McClure’s Magazine 40 (April 1913):68-79
         

         "The child of the working class represents the human rubbish-pile, the waste material of the industrial world. . . . The working people . . . have, through ignorance, large families of children beyond their earning power to rear; and now the economic waste material these children represent is being utilized. All that is needed to make an iron and steel machine perfect in its money-making power is the addition of a human cog. A child will do as well . . . as a man, and so a use has been found for the children of the working people. As commercial waste products they are the source of some of our largest fortunes.”

. . .
        She talks to a father ("a big muscular Swedish immigrant") who employs his own son in a “dust-filled” lumber mill. The boy works from 6:30 am to 6 pm six days a week and is employed on dangerous machinery “Why have you done this to him?” she asks.

         "Something in my tone penetrated the peasant mind of the father, and roused him," she said:
        
"‘See here,’ he said, with a sort of grave dignity, ‘work don’t hurt nobody. Look at me. I started work in the old country when I was a baby, and I ain’t never been sick a day. . . . Bound out to a farmer when I was ten. . . . Slept in the barn; never had enough to eat, or decent clothes or shoes. Hauled gravel when I got older, and earned 40 cents a day. Used to sleep in the barn at night, aching from head to foot from shovelin’ dirt all day. Colder than Greenland I was, and hungrier than a wolf.'"

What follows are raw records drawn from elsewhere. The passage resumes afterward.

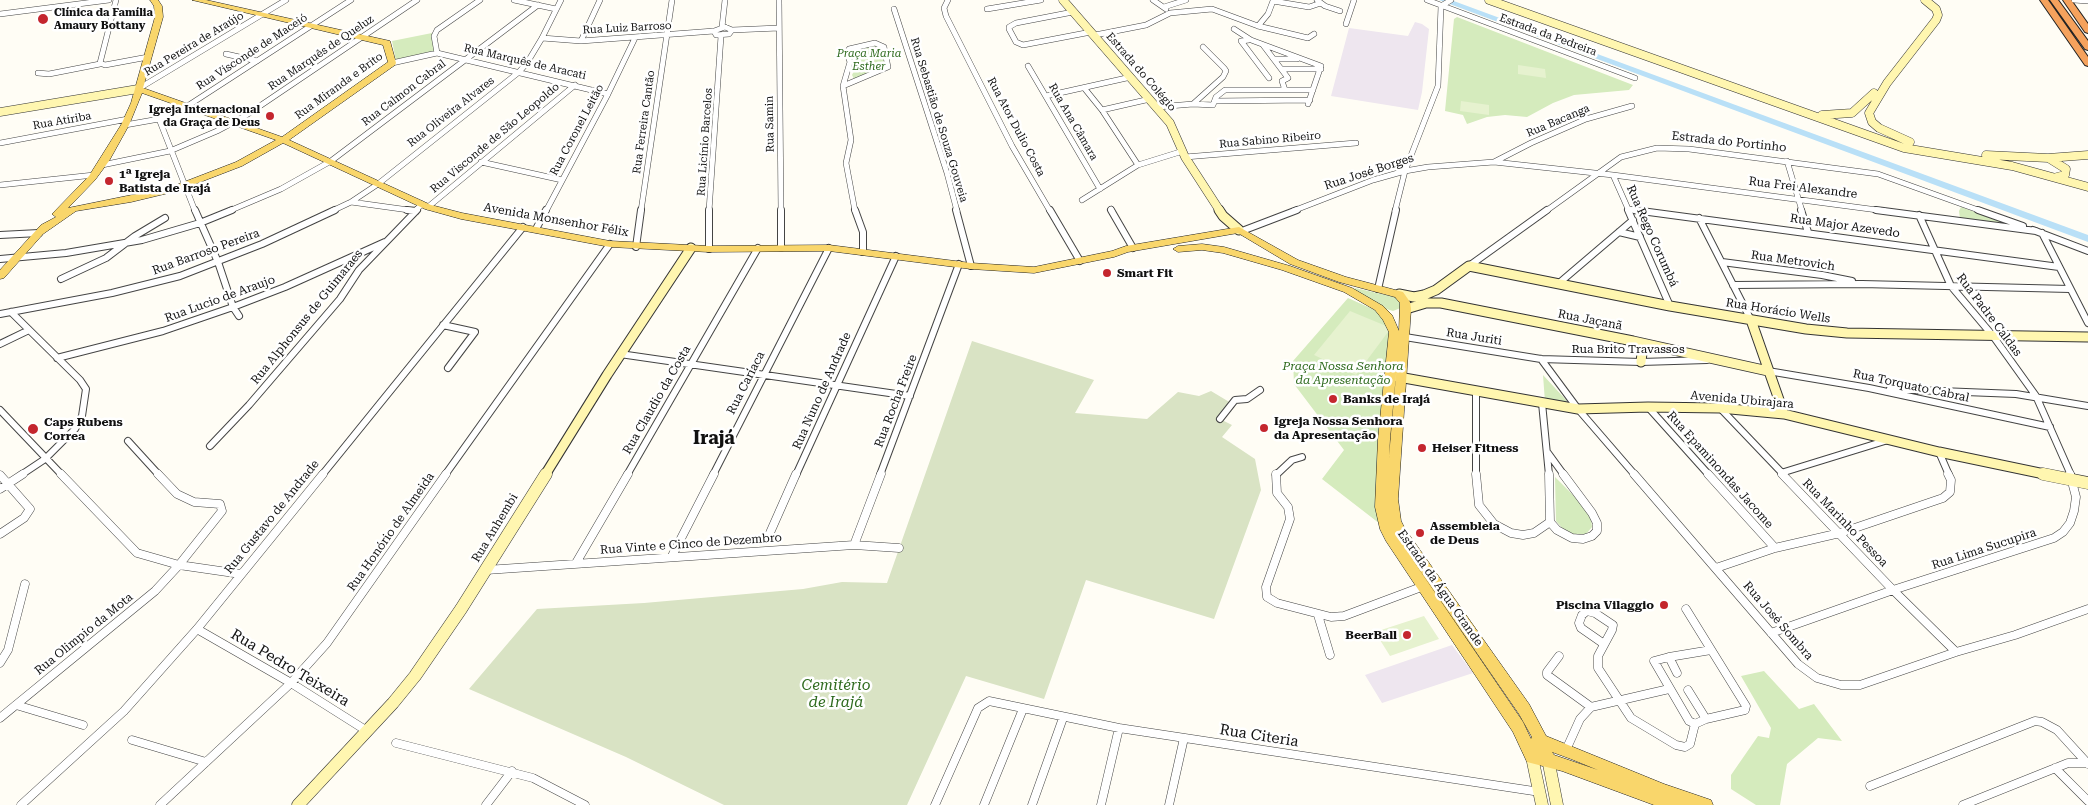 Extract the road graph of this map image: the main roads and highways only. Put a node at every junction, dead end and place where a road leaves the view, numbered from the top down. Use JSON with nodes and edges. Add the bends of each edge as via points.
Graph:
{"nodes":[{"id":1,"x":196,"y":0,"type":"edge"},
{"id":2,"x":2044,"y":0,"type":"edge"},
{"id":3,"x":2054,"y":0,"type":"edge"},
{"id":4,"x":2067,"y":0,"type":"edge"},
{"id":5,"x":2074,"y":0,"type":"edge"},
{"id":6,"x":159,"y":2,"type":"edge"},
{"id":7,"x":2088,"y":17,"type":"edge"},
{"id":8,"x":2088,"y":30,"type":"edge"},
{"id":9,"x":2086,"y":56,"type":"edge"},
{"id":10,"x":138,"y":88,"type":"junction"},
{"id":11,"x":297,"y":130,"type":"junction"},
{"id":12,"x":272,"y":136,"type":"junction"},
{"id":13,"x":283,"y":140,"type":"junction"},
{"id":14,"x":293,"y":144,"type":"junction"},
{"id":15,"x":93,"y":176,"type":"junction"},
{"id":16,"x":88,"y":206,"type":"junction"},
{"id":17,"x":40,"y":233,"type":"junction"},
{"id":18,"x":1225,"y":233,"type":"junction"},
{"id":19,"x":1160,"y":244,"type":"junction"},
{"id":20,"x":1230,"y":251,"type":"junction"},
{"id":21,"x":1147,"y":252,"type":"junction"},
{"id":22,"x":1114,"y":254,"type":"junction"},
{"id":23,"x":0,"y":276,"type":"edge"},
{"id":24,"x":1399,"y":294,"type":"joint"},
{"id":25,"x":1380,"y":308,"type":"junction"},
{"id":26,"x":1406,"y":309,"type":"junction"},
{"id":27,"x":1395,"y":376,"type":"junction"},
{"id":28,"x":1524,"y":738,"type":"junction"},
{"id":29,"x":1542,"y":741,"type":"junction"},
{"id":30,"x":1557,"y":761,"type":"junction"},
{"id":31,"x":1673,"y":805,"type":"edge"},
{"id":32,"x":1706,"y":805,"type":"edge"}],
"edges":[{"from":1,"to":11,"type":"main road","name":"Rua Miranda e Brito","via":[[387,43],[392,63]]},
{"from":2,"to":9,"type":"highway"},
{"from":3,"to":9,"type":"highway"},
{"from":4,"to":8,"type":"highway"},
{"from":5,"to":7,"type":"highway"},
{"from":6,"to":10,"type":"main road","via":[[158,17]]},
{"from":10,"to":12,"type":"main road","name":"Avenida Monsenhor Félix"},
{"from":10,"to":15,"type":"main road","via":[[127,122]]},
{"from":11,"to":12,"type":"main road"},
{"from":11,"to":13,"type":"main road","name":"Rua Miranda e Brito"},
{"from":11,"to":14,"type":"main road","via":[[285,140]]},
{"from":12,"to":13,"type":"main road","name":"Avenida Monsenhor Félix"},
{"from":13,"to":14,"type":"main road","name":"Avenida Monsenhor Félix"},
{"from":13,"to":16,"type":"main road","name":"Rua Miranda e Brito","via":[[239,164],[184,186]]},
{"from":14,"to":22,"type":"main road","name":"Avenida Monsenhor Félix","via":[[422,207],[610,244],[709,249],[829,248],[971,266],[1034,270]]},
{"from":15,"to":16,"type":"main road","via":[[74,204]]},
{"from":15,"to":17,"type":"main road"},
{"from":16,"to":17,"type":"main road","name":"Rua Miranda e Brito","via":[[66,212]]},
{"from":17,"to":23,"type":"main road"},
{"from":18,"to":19,"type":"main road","name":"Avenida Monsenhor Félix"},
{"from":18,"to":20,"type":"main road","via":[[1224,245]]},
{"from":18,"to":24,"type":"main road","name":"Avenida Monsenhor Félix","via":[[1241,230],[1294,262],[1343,280]]},
{"from":19,"to":21,"type":"main road"},
{"from":19,"to":22,"type":"main road","name":"Avenida Monsenhor Félix"},
{"from":20,"to":21,"type":"main road","name":"Avenida Monsenhor Félix","via":[[1192,247]]},
{"from":20,"to":25,"type":"main road","name":"Avenida Monsenhor Félix","via":[[1330,283]]},
{"from":21,"to":22,"type":"main road","name":"Avenida Monsenhor Félix"},
{"from":24,"to":26,"type":"main road","name":"Estrada da Água Grande"},
{"from":25,"to":26,"type":"main road","via":[[1390,311]]},
{"from":25,"to":27,"type":"main road","name":"Estrada da Água Grande","via":[[1393,326]]},
{"from":26,"to":27,"type":"main road","name":"Estrada da Água Grande","via":[[1405,337]]},
{"from":27,"to":28,"type":"main road","name":"Estrada da Água Grande","via":[[1384,439],[1382,514],[1390,537]]},
{"from":27,"to":29,"type":"main road","name":"Estrada da Água Grande","via":[[1392,499],[1395,521],[1524,709]]},
{"from":28,"to":29,"type":"main road"},
{"from":28,"to":30,"type":"main road","name":"Estrada da Água Grande","via":[[1532,757]]},
{"from":29,"to":30,"type":"main road"},
{"from":29,"to":30,"type":"main road","name":"Estrada da Água Grande"},
{"from":30,"to":31,"type":"main road"},
{"from":30,"to":32,"type":"main road"}]} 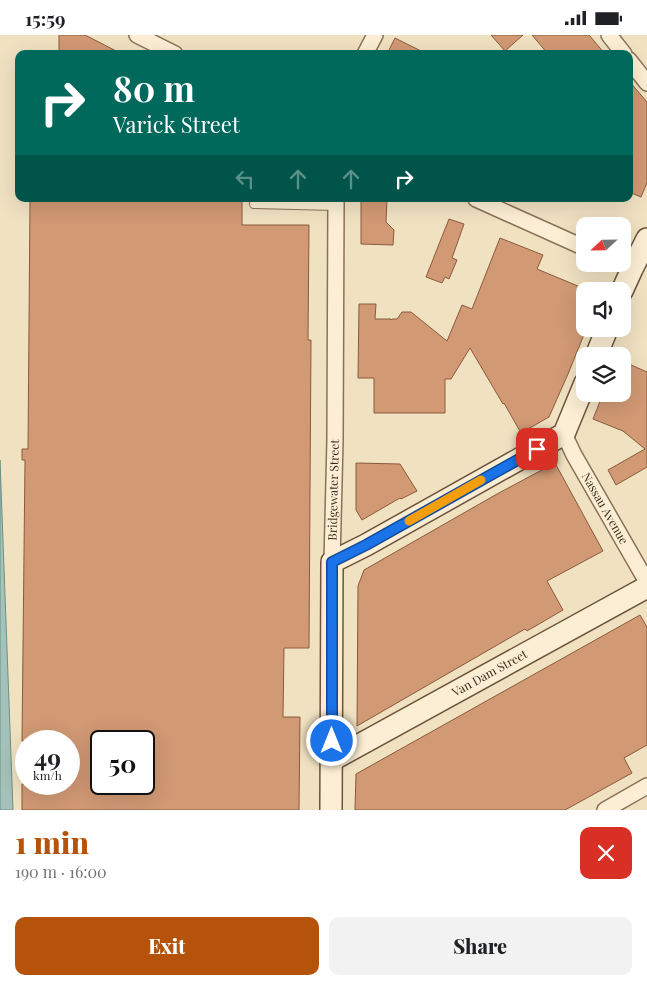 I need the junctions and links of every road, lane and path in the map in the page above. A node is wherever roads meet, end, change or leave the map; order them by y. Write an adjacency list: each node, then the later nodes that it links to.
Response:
1 (137, 35): 4 (street)
2 (375, 35): 5 (street)
3 (609, 35): 6 (street)
4 (166, 50)
5 (367, 50)
6 (621, 50)
7 (633, 65): 8 (street)
8 (647, 83)
9 (483, 202): 13 (street)
10 (336, 203): 11 (lane); 18 (street, Bridgewater Street)
11 (254, 204)
12 (647, 239): 14 (main road)
13 (576, 244)
14 (633, 269): 15 (main road)
15 (626, 282)
16 (577, 402): 17 (main road)
17 (564, 433): 18 (main road); 19 (street, Nassau Avenue)
18 (332, 562): 21 (main road, Bridgewater Street)
19 (647, 582)
20 (647, 587): 21 (main road, Van Dam Street)
21 (332, 760): 23 (main road, Bridgewater Street)
22 (647, 786): 24 (street)
23 (331, 810)
24 (605, 810) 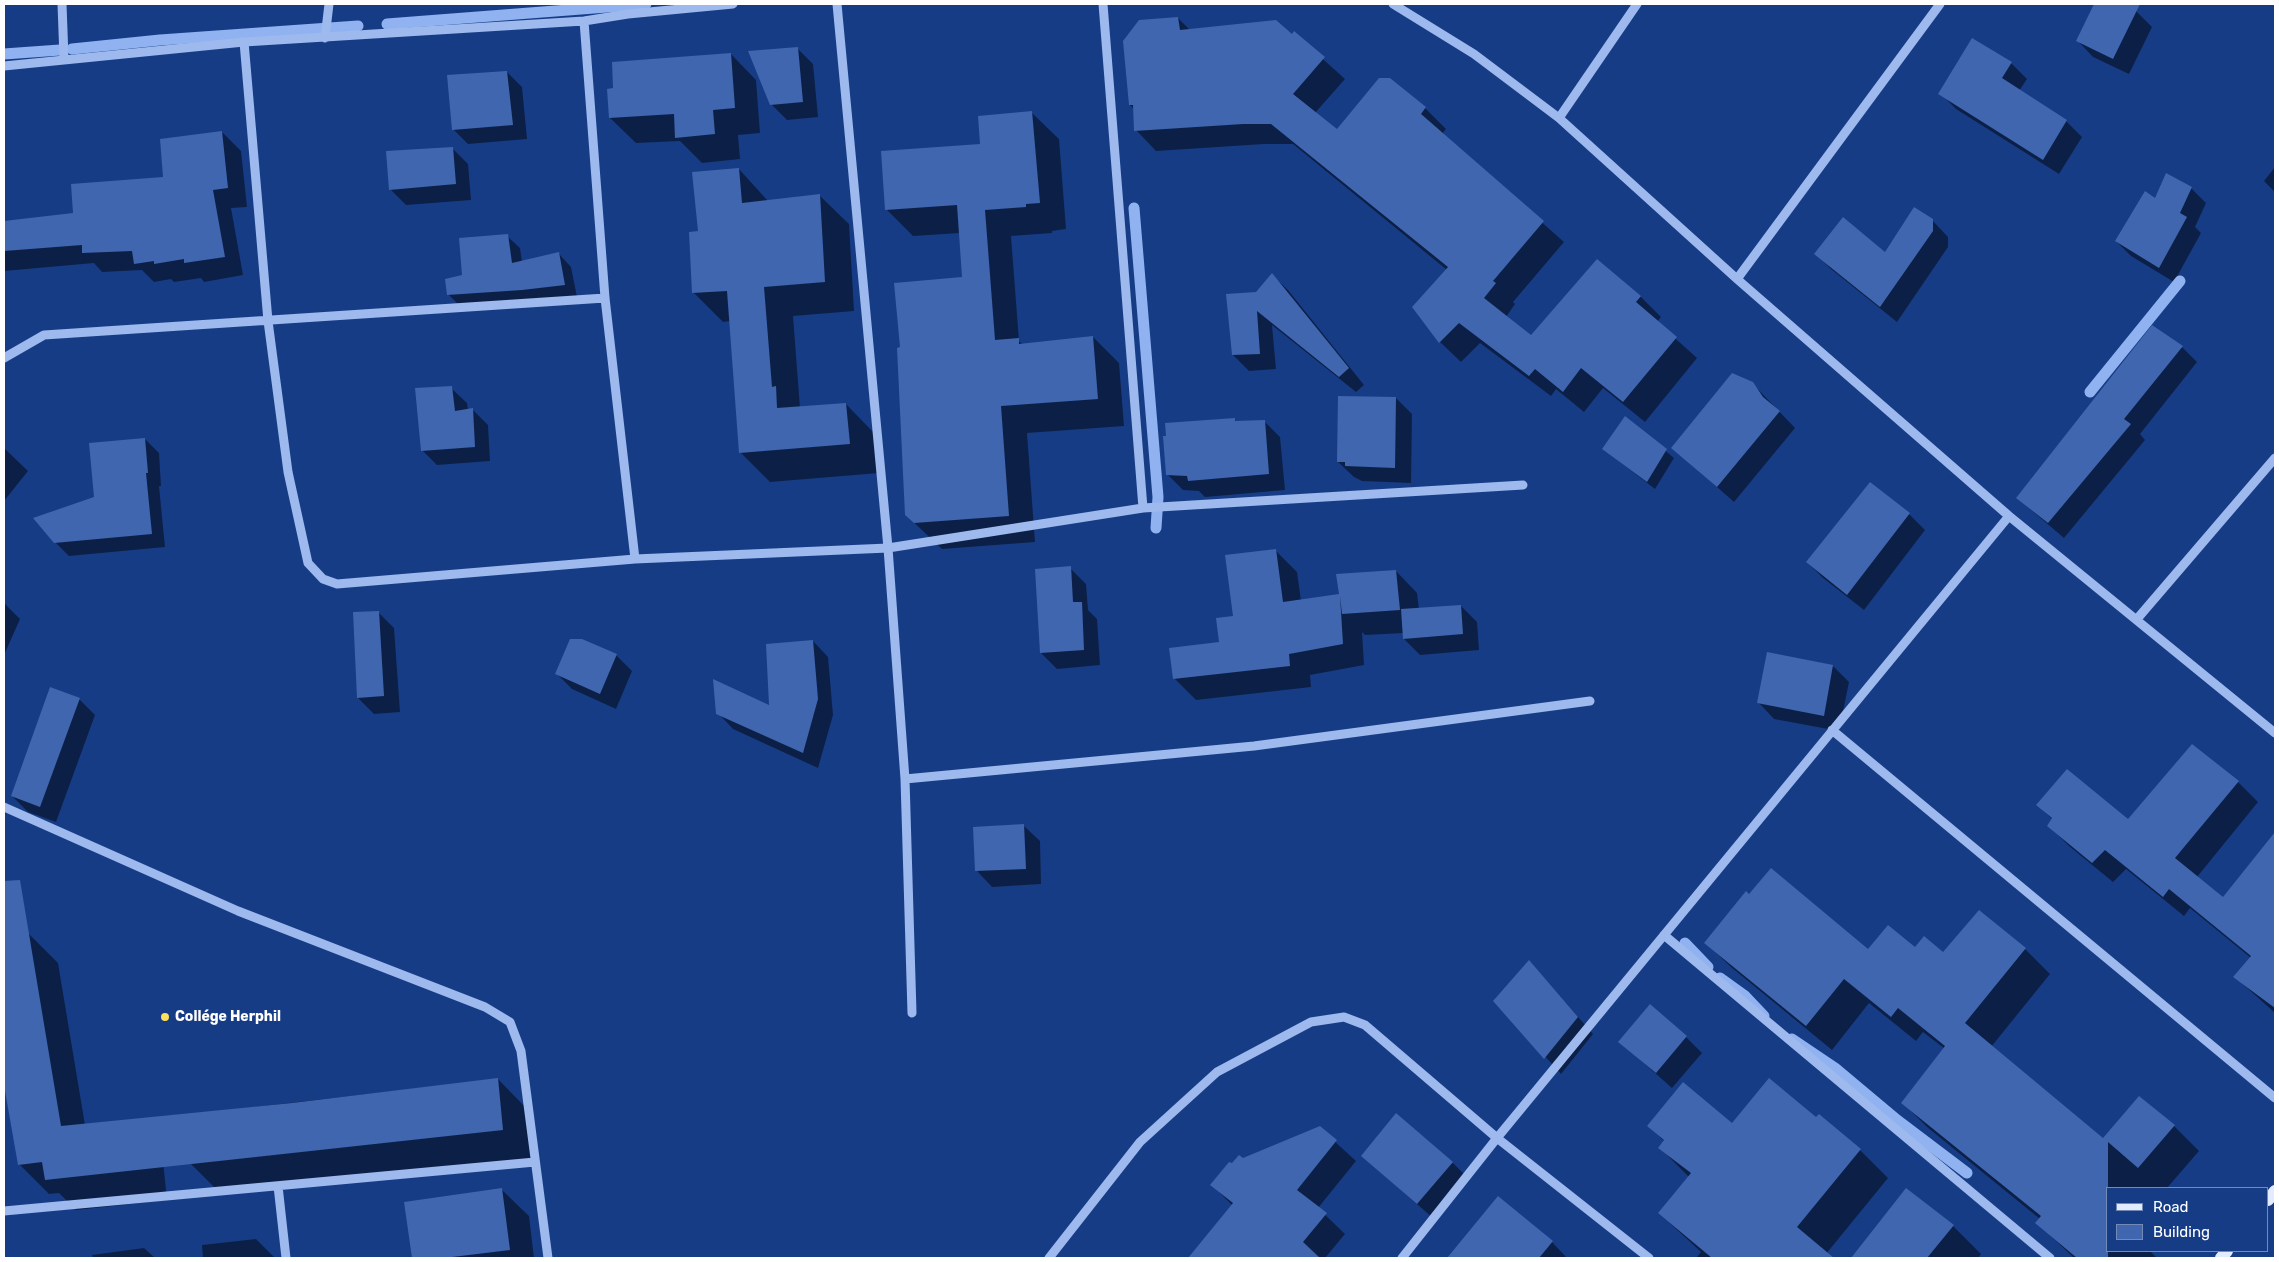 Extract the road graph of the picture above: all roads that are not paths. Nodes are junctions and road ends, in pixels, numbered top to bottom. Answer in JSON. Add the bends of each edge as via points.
{"nodes":[{"id":1,"x":62,"y":4,"type":"edge"},
{"id":2,"x":328,"y":4,"type":"edge"},
{"id":3,"x":628,"y":4,"type":"edge"},
{"id":4,"x":733,"y":4,"type":"edge"},
{"id":5,"x":837,"y":4,"type":"edge"},
{"id":6,"x":1103,"y":4,"type":"edge"},
{"id":7,"x":1393,"y":4,"type":"edge"},
{"id":8,"x":1637,"y":4,"type":"edge"},
{"id":9,"x":1940,"y":4,"type":"edge"},
{"id":10,"x":628,"y":14,"type":"junction"},
{"id":11,"x":584,"y":21,"type":"junction"},
{"id":12,"x":325,"y":38,"type":"junction"},
{"id":13,"x":244,"y":42,"type":"junction"},
{"id":14,"x":64,"y":58,"type":"junction"},
{"id":15,"x":4,"y":66,"type":"edge"},
{"id":16,"x":1559,"y":118,"type":"junction"},
{"id":17,"x":1737,"y":279,"type":"junction"},
{"id":18,"x":605,"y":298,"type":"junction"},
{"id":19,"x":268,"y":321,"type":"junction"},
{"id":20,"x":4,"y":358,"type":"edge"},
{"id":21,"x":2275,"y":458,"type":"edge"},
{"id":22,"x":1523,"y":485,"type":"dead end"},
{"id":23,"x":1143,"y":508,"type":"junction"},
{"id":24,"x":2009,"y":516,"type":"junction"},
{"id":25,"x":888,"y":548,"type":"junction"},
{"id":26,"x":635,"y":560,"type":"junction"},
{"id":27,"x":2137,"y":619,"type":"junction"},
{"id":28,"x":1590,"y":701,"type":"dead end"},
{"id":29,"x":1832,"y":730,"type":"junction"},
{"id":30,"x":2275,"y":733,"type":"edge"},
{"id":31,"x":905,"y":779,"type":"junction"},
{"id":32,"x":4,"y":807,"type":"edge"},
{"id":33,"x":1664,"y":935,"type":"junction"},
{"id":34,"x":912,"y":1013,"type":"dead end"},
{"id":35,"x":2275,"y":1098,"type":"edge"},
{"id":36,"x":1497,"y":1138,"type":"junction"},
{"id":37,"x":535,"y":1162,"type":"junction"},
{"id":38,"x":278,"y":1186,"type":"junction"},
{"id":39,"x":4,"y":1211,"type":"edge"},
{"id":40,"x":286,"y":1258,"type":"edge"},
{"id":41,"x":548,"y":1258,"type":"edge"},
{"id":42,"x":1049,"y":1258,"type":"edge"},
{"id":43,"x":1402,"y":1258,"type":"edge"},
{"id":44,"x":1649,"y":1258,"type":"edge"},
{"id":45,"x":2050,"y":1258,"type":"edge"}],
"edges":[{"from":1,"to":14,"type":"street"},
{"from":2,"to":12,"type":"street"},
{"from":3,"to":10,"type":"street"},
{"from":4,"to":10,"type":"street"},
{"from":5,"to":25,"type":"street"},
{"from":6,"to":23,"type":"street"},
{"from":7,"to":16,"type":"street","via":[[1474,54]]},
{"from":8,"to":16,"type":"street"},
{"from":9,"to":17,"type":"street"},
{"from":10,"to":11,"type":"street"},
{"from":11,"to":12,"type":"street"},
{"from":11,"to":18,"type":"street"},
{"from":12,"to":13,"type":"street"},
{"from":13,"to":14,"type":"street"},
{"from":13,"to":19,"type":"street"},
{"from":14,"to":15,"type":"street"},
{"from":16,"to":17,"type":"street"},
{"from":17,"to":24,"type":"street"},
{"from":18,"to":19,"type":"street"},
{"from":18,"to":26,"type":"street"},
{"from":19,"to":20,"type":"street","via":[[44,335]]},
{"from":19,"to":26,"type":"street","via":[[288,472],[308,563],[323,579],[337,584]]},
{"from":21,"to":27,"type":"street"},
{"from":22,"to":23,"type":"street"},
{"from":23,"to":25,"type":"street"},
{"from":24,"to":27,"type":"street"},
{"from":24,"to":29,"type":"street"},
{"from":25,"to":26,"type":"street"},
{"from":25,"to":31,"type":"street"},
{"from":27,"to":30,"type":"street"},
{"from":28,"to":31,"type":"street","via":[[1254,746]]},
{"from":29,"to":33,"type":"street"},
{"from":29,"to":35,"type":"street"},
{"from":31,"to":34,"type":"street"},
{"from":32,"to":37,"type":"street","via":[[238,911],[485,1007],[510,1022],[520,1051]]},
{"from":33,"to":36,"type":"street"},
{"from":33,"to":45,"type":"street"},
{"from":36,"to":42,"type":"street","via":[[1365,1025],[1344,1017],[1311,1022],[1210,1078],[1140,1142]]},
{"from":36,"to":43,"type":"street"},
{"from":36,"to":44,"type":"street"},
{"from":37,"to":38,"type":"street"},
{"from":37,"to":41,"type":"street"},
{"from":38,"to":39,"type":"street"},
{"from":38,"to":40,"type":"street"}]}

        "'I just made up my mind, after I came to America and my boy was born, that he should have an inside job out of the cold and rain. None of your day laborers for him, breakin’ his back fer other folks. Why, all he has to do is stand there and feed that rip-saw. That ain’t work. It’s just play. And I’m learnin’ him the business. He’ll own this factory when I’m dead and gone.'" [After she forces the father to take the boy to the doctor, he is diagnosed with tuberculosis]

. . .

         “Do not think that the little Polish or Lithuanian child who sits stupid and dumb at his desk, conscious that he is the biggest child in the room, is not suffering; for he is experiencing an agony of weariness, bewilderment, and sense of failure that makes the nearest paper-box factory, where he feels he is of some use, a haven of refuge. He has never been especially clean or petted, but he has always been useful. . . .Take from him at school his one asset of usefulness, and his self-respect goes with it, only to return with his working certificate and his first week’s pay envelope.”